**Task directions**
Your answer must be every line of the data that contains "margin".

**Data shown**
╭──
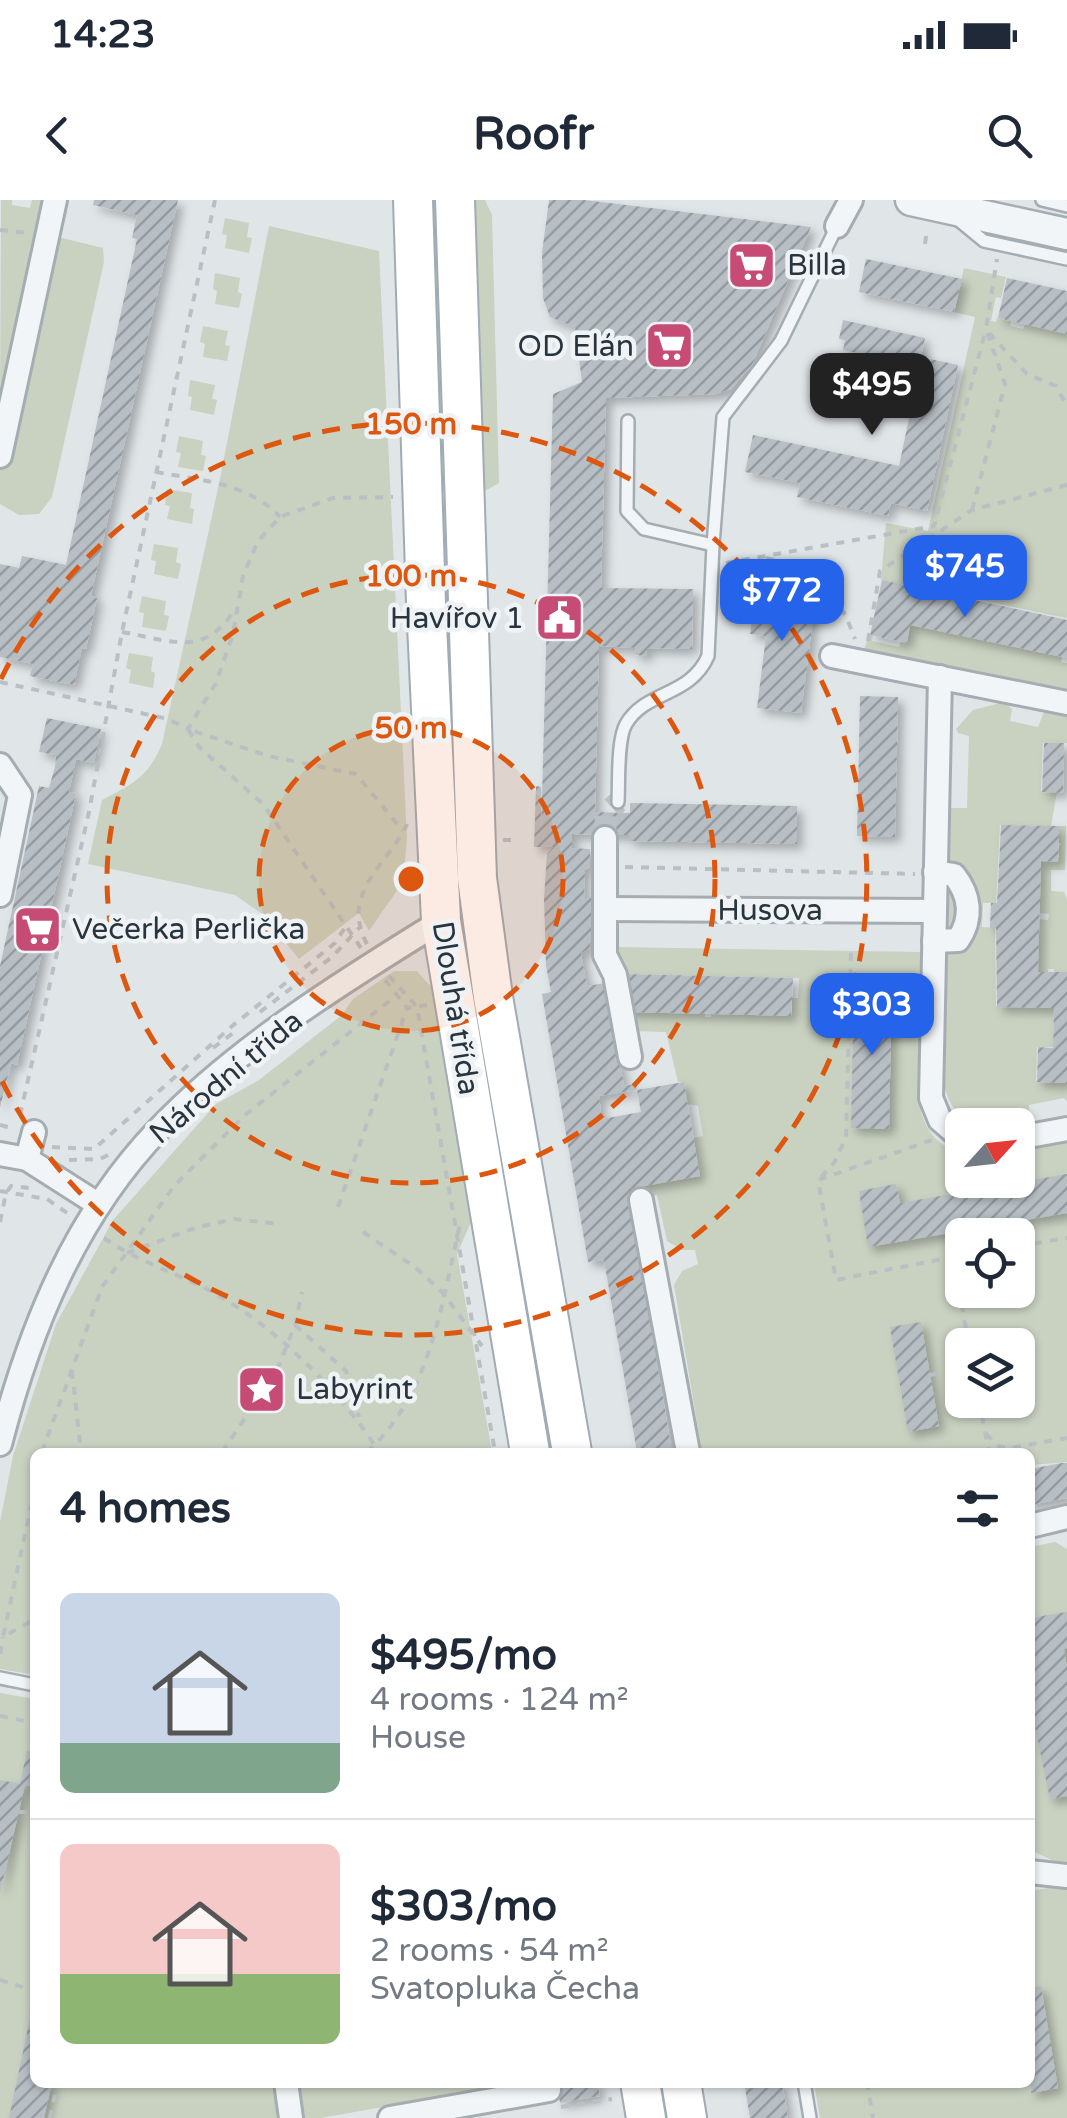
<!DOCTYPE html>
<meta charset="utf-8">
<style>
:root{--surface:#fff;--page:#f2f2f3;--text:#1f2937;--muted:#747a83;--line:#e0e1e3;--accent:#2563eb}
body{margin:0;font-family:"Varela Round",sans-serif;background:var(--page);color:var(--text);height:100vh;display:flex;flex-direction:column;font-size:38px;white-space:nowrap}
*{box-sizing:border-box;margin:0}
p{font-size:32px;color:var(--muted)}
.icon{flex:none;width:55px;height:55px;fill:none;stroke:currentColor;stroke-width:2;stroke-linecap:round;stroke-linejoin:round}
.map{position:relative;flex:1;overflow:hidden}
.panel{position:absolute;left:30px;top:1248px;width:1005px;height:640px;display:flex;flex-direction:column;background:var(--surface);border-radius:15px;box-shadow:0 2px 8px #0004}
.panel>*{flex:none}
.needle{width:65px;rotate:63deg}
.buttons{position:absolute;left:945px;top:908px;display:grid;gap:20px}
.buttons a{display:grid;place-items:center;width:90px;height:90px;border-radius:15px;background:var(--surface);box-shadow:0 2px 8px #0004;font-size:50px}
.price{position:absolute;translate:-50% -85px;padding:0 22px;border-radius:20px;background:var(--accent);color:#fff;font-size:32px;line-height:65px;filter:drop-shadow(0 2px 5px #0008)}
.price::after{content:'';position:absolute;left:50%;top:60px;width:30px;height:22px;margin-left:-15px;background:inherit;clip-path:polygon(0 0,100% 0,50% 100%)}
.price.current{background:#222;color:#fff}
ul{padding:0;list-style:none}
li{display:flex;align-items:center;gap:30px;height:250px;padding:0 30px}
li+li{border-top:2px solid var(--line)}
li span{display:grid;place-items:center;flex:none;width:280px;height:200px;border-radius:15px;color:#555}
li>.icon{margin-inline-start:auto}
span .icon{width:120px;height:120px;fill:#fffc;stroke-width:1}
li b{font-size:42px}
h2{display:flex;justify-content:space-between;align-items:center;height:120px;padding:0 30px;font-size:42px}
.status{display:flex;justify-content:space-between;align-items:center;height:70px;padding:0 50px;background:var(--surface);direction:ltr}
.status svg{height:28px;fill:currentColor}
header{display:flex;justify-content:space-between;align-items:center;height:130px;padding:0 30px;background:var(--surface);font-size:45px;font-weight:700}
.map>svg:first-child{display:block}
</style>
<div class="status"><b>14:23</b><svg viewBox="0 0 49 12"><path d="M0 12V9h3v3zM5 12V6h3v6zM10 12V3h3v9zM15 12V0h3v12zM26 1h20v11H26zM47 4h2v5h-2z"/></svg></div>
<header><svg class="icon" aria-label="back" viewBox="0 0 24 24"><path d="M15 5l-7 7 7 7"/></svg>Roofr<svg class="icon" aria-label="search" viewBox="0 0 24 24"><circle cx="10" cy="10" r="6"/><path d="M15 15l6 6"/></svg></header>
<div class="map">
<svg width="1067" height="1918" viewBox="0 0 1067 1918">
<defs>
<pattern id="building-hatch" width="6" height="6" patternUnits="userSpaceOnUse" patternTransform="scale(2.5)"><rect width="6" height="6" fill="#b7bfc5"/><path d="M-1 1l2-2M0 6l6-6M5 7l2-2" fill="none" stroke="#959ca1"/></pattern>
<filter id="shadow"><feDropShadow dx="5.5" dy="5.5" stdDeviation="5" flood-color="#0004"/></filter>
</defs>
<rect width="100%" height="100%" fill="#e0e5e8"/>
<g fill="#c9d1c1" fill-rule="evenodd">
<path d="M1,0H12V5L30,8L32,0H45L0,211Z"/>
<path d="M425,0H442L452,291H435Z"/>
<path d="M474,0H485L492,15L499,283L478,295Z"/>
<path d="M225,18L249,23L247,37L252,38L249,53L225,48L227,35L222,34Z"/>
<path d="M269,26L379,51L407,639L403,682L369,731L359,713L299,759L262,714L235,695L88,664L102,600C133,584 148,577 162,544L219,284Z"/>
<path d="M54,36L103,48L104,62L52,297L39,314L19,315L0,304V262Z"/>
<path d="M964,68L1006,77L1001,98L996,97L991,121L996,122L997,118L1011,121L1010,126L1023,129L1025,124L1067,133V418L881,380L886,323L928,331L975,117L954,112Z"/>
<path d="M215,73L240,78L238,92L242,94L239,108L215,104L217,91L213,89Z"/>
<path d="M203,126L228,131L225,145L230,146L227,161L203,157L205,144L200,142Z"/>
<path d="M190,180L215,185L212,199L217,200L214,215L190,210L192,197L188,196Z"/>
<path d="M179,236L203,241L201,255L206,256L203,271L178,267L181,253L176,252Z"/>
<path d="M167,289L192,293L190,308L194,309L192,324L167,319L170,306L165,305Z"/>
<path d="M434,304H451L462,632H450Z"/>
<path d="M154,344L178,348L176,362L181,364L178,379L154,374L156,361L151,360Z"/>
<path d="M142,396L166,401L164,415L169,416L166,431L142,427L144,413L139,412Z"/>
<path d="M909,424L1062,457L1061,462L1067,463V492L864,450L869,435L873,436L872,441L899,447L901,442H906Z"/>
<path d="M129,453L153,457L151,471L155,473L153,488L129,483L131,470L126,468Z"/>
<path d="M1004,502L1012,509L1010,521L1038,527L1046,507L1067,509V543H1043L1041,591L1057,592L1051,626L1000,625L996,703H983L982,727L995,728L996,806L1054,808L1053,847H1037L1036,881L1067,883V901L1064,898L1029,905V919L1024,924C983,931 949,925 943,878L949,608H967L969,536L958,533L956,529L973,510Z"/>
<path d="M1058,626H1066L1065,670H1051V691L1064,692L1067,699V772H1054V769H1048V772H1037L1039,719L1048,720L1049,714L1039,713L1040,661L1060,657L1057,652L1061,643H1057Z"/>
<path d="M615,747L921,752V912C928,935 940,946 962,954V980H1018V949L1067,941V1262L1030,1265V1252H702L674,1085L682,1071L698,1064L695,1050H682L667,1041L657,995L629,1000L627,989L693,938L703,936L698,906L687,904L683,882H678L666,832L632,831L625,812L705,813V817H711V813L792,815V798H798L799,778L626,774L620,780ZM962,1035H1018V1090H962ZM962,1145H1018V1200H962Z"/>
<path d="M394,771H417L433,789L472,1020L457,1054L492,1252H35V1475L0,1469V1322L13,1256L56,1124L113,1020L216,904L259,880L342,815L353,799Z"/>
<path d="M1055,1342L1067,1349V1667L1030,1650V1347Z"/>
<path d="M0,1493L35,1499V1882L518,1883L321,1918H0Z"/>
<path d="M1067,1685V1918H820L814,1883L1030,1882V1691Z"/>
</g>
<g fill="url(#building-hatch)" filter="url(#shadow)">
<path d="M94,0H178L91,396L97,398L86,449L82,448L74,485L30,476L33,464L0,457V364L19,368L22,356L66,365L137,39L132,38L137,15L93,5Z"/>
<path d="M549,0H584L811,27L752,165L731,189L716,194L606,198L601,388L693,389L692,449L647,448V456L635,455L636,448L599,446L595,612L630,613V603L797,606V644L629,641V635L572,634V648L590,649V667L585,670L584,698H592L591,743L589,749L581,753L587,786L606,783L624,886L636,884L637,890L599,896L602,919L641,912L637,890L684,882L700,976L628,989L672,1252H637L604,1060L588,1062L542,794L551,792L546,765L544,698L547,654L553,647H534L536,586L541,587V633L553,194L582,182L575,127L550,117L543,98L542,53Z"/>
<path d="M866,59L962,79L954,112L859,92Z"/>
<path d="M1007,78L1067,91V134L998,118Z"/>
<path d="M843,120L925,138L921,157L958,165L927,311L891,303L888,316L797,297L800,283L745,272L753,235L899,266L920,166L843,150L845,140L839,139Z"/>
<path d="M757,378L794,383L792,400L815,403L801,513L757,508L766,436L750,434Z"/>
<path d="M882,380L1067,420V458L910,425L907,443L870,435Z"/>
<path d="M860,496L898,497L895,637L857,636Z"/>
<path d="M47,518L101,529L94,563L76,559L69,592L76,593L41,756L17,865L11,863L0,908V766L39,586L49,588L55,567L56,555L39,552Z"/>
<path d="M1044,543H1064L1063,593L1042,592Z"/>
<path d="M1001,625L1059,626L1058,662L1041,661L1038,772H1067V883L1037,882L1038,847L1053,848L1054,808L997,807L996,728H990L991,703H997Z"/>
<path d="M625,774L793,778L791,816L625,812Z"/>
<path d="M854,788L892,789L889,929L851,928Z"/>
<path d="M1067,974V1013L868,1047L859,991L896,984L900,1003Z"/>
<path d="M921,1122L939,1226L908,1232L890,1127Z"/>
<path d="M1062,1263H1067V1298L1030,1305V1269Z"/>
<path d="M1067,1412V1448L1064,1449L1067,1468V1596L1050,1599L1034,1522L1030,1523V1418Z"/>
<path d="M27,1551L35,1552V1587L25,1585L0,1693V1580L20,1584Z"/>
<path d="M1041,1786L1058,1888L1031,1893L1030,1788Z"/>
<path d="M33,1804L35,1882H52L44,1918H9Z"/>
<path d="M557,1882H597L600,1896L560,1903Z"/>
<path d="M744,1882H782L788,1918H750Z"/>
</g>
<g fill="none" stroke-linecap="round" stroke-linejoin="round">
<path stroke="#bbc2c6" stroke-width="22" stroke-dasharray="22 11" stroke-linecap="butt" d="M605,638L606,613L618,602"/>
<defs>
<g id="service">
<path d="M1042,0L1067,6"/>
<path d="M956,18L984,41L1067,59"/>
<path d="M713,345L723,217L781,141L837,26"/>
<path d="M618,602C619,584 617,539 626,524C646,490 690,497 708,456L713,345L644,329L627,311L628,221"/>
<path d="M0,1478L35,1485"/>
<path d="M804,1882L810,1918"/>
</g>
<g id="minor">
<path d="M837,26L851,0"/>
<path d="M0,256L55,0"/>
<path d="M832,456L1067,503"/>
<path d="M940,477L931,898L940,920L962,939"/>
<path d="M0,565L20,595L0,695"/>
<path d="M605,638V755L615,775L630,857"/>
<path d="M606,709L934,711"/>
<path d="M934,741L958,740C973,718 970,695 954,675L935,672"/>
<path d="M1018,938L1067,929"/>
<path d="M0,954L27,959L99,1005"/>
<path d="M27,959L34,932"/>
<path d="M641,1000L688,1252"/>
<path d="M0,1244C30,1128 75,1016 160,928C237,847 347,779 441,721"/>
<path d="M1030,1326L1067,1317"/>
<path d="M1030,1672L1067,1676"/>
<path d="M286,1882L291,1918"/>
<path d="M390,1918L549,1890"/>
</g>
<path id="tertiary" d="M911,0L1067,34"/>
<g id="primary">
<path d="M413,0L426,403L441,721L530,1252"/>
<path d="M455,0L477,678L493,797L572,1252"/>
<path d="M640,1882L646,1918"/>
<path d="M681,1882L687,1918"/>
</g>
</defs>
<use href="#service" stroke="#a5adb2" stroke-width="16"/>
<use href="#minor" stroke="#a5adb2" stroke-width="28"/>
<use href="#tertiary" stroke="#a5adb2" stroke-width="35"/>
<use href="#primary" stroke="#a0abb3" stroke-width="42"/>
<g stroke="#babfc3" stroke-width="4" stroke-dasharray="8 8" stroke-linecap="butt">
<path d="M0,30L28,33"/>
<path d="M925,44L927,29"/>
<path d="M989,133L1027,174L1056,186L1067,206"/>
<path d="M156,272C199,280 249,283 280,317"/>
<path d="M972,310L1005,184L986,129L997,59"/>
<path d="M766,358L813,369L846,416L855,439"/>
<path d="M726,363L934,326L986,129"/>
<path d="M122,432C172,441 205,458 236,408"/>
<path d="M868,441L880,371L972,310L1067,285"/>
<path d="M0,482L168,519L188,529L216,483L233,434L243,376L258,341L280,317L333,298L393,297"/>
<path d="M503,640H514"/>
<path d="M625,667L915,674"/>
<path d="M367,744C339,692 389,664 407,624"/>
<path d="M361,748L263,604L199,547L188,529L268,556L356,574L403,631"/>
<path d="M389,776L417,807L495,1252"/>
<path d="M385,780L407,808L427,805"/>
<path d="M260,812L332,757L359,728"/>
<path d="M213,848L233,833"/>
<path d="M20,915L89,612L122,432L215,0"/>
<path d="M0,925L12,928"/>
<path d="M932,940L818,980L836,1080L962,1055"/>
<path d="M52,947L94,949L231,827L335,743L346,726"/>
<path d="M69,960L100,959L108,955"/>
<path d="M821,977L834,963L846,937L851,751"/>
<path d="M0,991L47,999L67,1013"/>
<path d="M338,1007L407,808"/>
<path d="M0,1022L6,993L11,986L29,988"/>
<path d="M363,1032L416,1068L443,1093L482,1146"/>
<path d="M104,1038C138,1062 178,1073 214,1093C276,1127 342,1193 379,1252"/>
<path d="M1018,1046L1067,1038"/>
<path d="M127,1053L195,1028L234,1019L281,1024"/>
<path d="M953,1057L969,1145"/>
<path d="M295,1125L346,1171L359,1217"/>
<path d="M277,1170L295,1125L302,1092"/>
<path d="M72,1171L81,1252"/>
<path d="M930,1175L962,1169"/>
<path d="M979,1200L989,1252"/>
<path d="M986,1234L998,1246L1010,1248L1067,1238"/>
<path d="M42,1252L102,1087L174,986L245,915L397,795"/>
<path d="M222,1252L252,1208"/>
<path d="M367,1252C431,1194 441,1105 460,1025"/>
<path d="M35,1287L3,1437L35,1419"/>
<path d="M0,1454L3,1437"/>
<path d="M0,1516L35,1523"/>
<path d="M19,1612H35"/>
<path d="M0,1780L35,1791"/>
<path d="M867,1882L873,1918"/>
<path d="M561,1907L612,1899"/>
<path d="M50,1918L58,1882"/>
</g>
<use href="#service" stroke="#f2f5f7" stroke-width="11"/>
<use href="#minor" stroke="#f2f5f7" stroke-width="22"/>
<use href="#tertiary" stroke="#f2f5f7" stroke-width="30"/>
<use href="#primary" stroke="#fff" stroke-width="38"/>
</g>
<circle cx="411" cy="679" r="152" fill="#de570e" fill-opacity=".12"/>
<g fill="none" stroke="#de570e" stroke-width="5" stroke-dasharray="18 12">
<circle cx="411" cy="679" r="152"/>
<circle cx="411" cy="679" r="304"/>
<path d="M1 479A456 456 0 1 1 1 879"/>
</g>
<defs>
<symbol id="supermarket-square" viewBox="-11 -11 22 22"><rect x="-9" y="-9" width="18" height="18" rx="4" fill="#c64b75" stroke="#eff3f6"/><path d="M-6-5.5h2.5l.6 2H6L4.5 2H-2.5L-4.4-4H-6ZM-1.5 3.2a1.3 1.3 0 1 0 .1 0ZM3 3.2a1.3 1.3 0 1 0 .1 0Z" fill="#fff"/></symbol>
<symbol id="civic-square" viewBox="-11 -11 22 22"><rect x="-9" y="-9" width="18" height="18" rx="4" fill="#c64b75" stroke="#eff3f6"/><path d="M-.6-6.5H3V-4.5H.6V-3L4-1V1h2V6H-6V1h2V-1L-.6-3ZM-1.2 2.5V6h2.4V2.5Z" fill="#fff"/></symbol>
<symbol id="sight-square" viewBox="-11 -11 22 22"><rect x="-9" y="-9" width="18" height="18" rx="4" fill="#c64b75" stroke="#eff3f6"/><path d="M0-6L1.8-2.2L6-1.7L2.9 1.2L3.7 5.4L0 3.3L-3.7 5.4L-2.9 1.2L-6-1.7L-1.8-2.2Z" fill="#fff"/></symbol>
</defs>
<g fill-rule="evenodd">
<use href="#supermarket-square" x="724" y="38" width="55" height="55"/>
<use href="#supermarket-square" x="642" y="118" width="55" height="55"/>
<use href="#civic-square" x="532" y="390" width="55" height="55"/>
<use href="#supermarket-square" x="10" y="702" width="55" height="55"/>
<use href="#sight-square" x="234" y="1162" width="55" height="55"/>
</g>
<g text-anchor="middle" stroke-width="9" stroke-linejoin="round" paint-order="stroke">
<g font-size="30" fill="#29353e" stroke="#eff3f6" text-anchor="start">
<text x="787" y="75">Billa</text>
<text x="634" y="156" text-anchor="end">OD Elán</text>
<text x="524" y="428" text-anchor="end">Havířov 1</text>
<text x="72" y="739">Večerka Perlička</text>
<text x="296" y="1199">Labyrint</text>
</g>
<g font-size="30" fill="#29353e" stroke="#eff3f6">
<text x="770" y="720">Husova</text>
<text transform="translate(456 808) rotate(81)" y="10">Dlouhá třída</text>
<text transform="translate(226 877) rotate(-40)" y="10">Národní třída</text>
</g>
</g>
<circle cx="411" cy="679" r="15" fill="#de570e" stroke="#eff3f6" stroke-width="5"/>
<g font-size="30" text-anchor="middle" font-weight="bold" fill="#de570e" stroke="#eff3f6" stroke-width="9" stroke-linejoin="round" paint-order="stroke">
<text x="411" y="234">150 m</text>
<text x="411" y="386">100 m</text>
<text x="411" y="538">50 m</text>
</g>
</svg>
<div class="buttons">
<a><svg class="needle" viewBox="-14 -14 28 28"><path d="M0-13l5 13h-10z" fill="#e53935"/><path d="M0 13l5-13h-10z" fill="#747a83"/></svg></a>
<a><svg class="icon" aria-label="locate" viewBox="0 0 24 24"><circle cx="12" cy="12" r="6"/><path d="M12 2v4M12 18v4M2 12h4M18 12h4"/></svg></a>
<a><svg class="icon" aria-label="layers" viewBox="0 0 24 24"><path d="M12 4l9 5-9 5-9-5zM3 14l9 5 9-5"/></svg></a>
</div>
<b class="price current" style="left:872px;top:238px">$495</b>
<b class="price" style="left:965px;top:420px">$745</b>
<b class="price" style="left:782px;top:444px">$772</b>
<b class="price" style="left:872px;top:858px">$303</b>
<section class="panel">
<h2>4 homes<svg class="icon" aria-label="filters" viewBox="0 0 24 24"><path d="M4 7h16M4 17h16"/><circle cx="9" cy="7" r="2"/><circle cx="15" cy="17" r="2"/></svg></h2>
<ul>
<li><span style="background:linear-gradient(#c9d6e8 75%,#7fa58c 0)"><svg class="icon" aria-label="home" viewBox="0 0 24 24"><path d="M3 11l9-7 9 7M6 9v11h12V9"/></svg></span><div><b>$495/mo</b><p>4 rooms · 124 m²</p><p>House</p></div></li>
<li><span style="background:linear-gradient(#f6c9c9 65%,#8fb573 0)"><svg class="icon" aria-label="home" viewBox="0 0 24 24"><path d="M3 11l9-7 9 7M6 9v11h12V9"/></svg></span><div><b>$303/mo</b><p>2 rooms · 54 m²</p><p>Svatopluka Čecha</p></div></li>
</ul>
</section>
</div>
╰──
**Response to the exercise**
body{margin:0;font-family:"Varela Round",sans-serif;background:var(--page);color:var(--text);height:100vh;display:flex;flex-direction:column;font-size:38px;white-space:nowrap}
*{box-sizing:border-box;margin:0}
.price::after{content:'';position:absolute;left:50%;top:60px;width:30px;height:22px;margin-left:-15px;background:inherit;clip-path:polygon(0 0,100% 0,50% 100%)}
li>.icon{margin-inline-start:auto}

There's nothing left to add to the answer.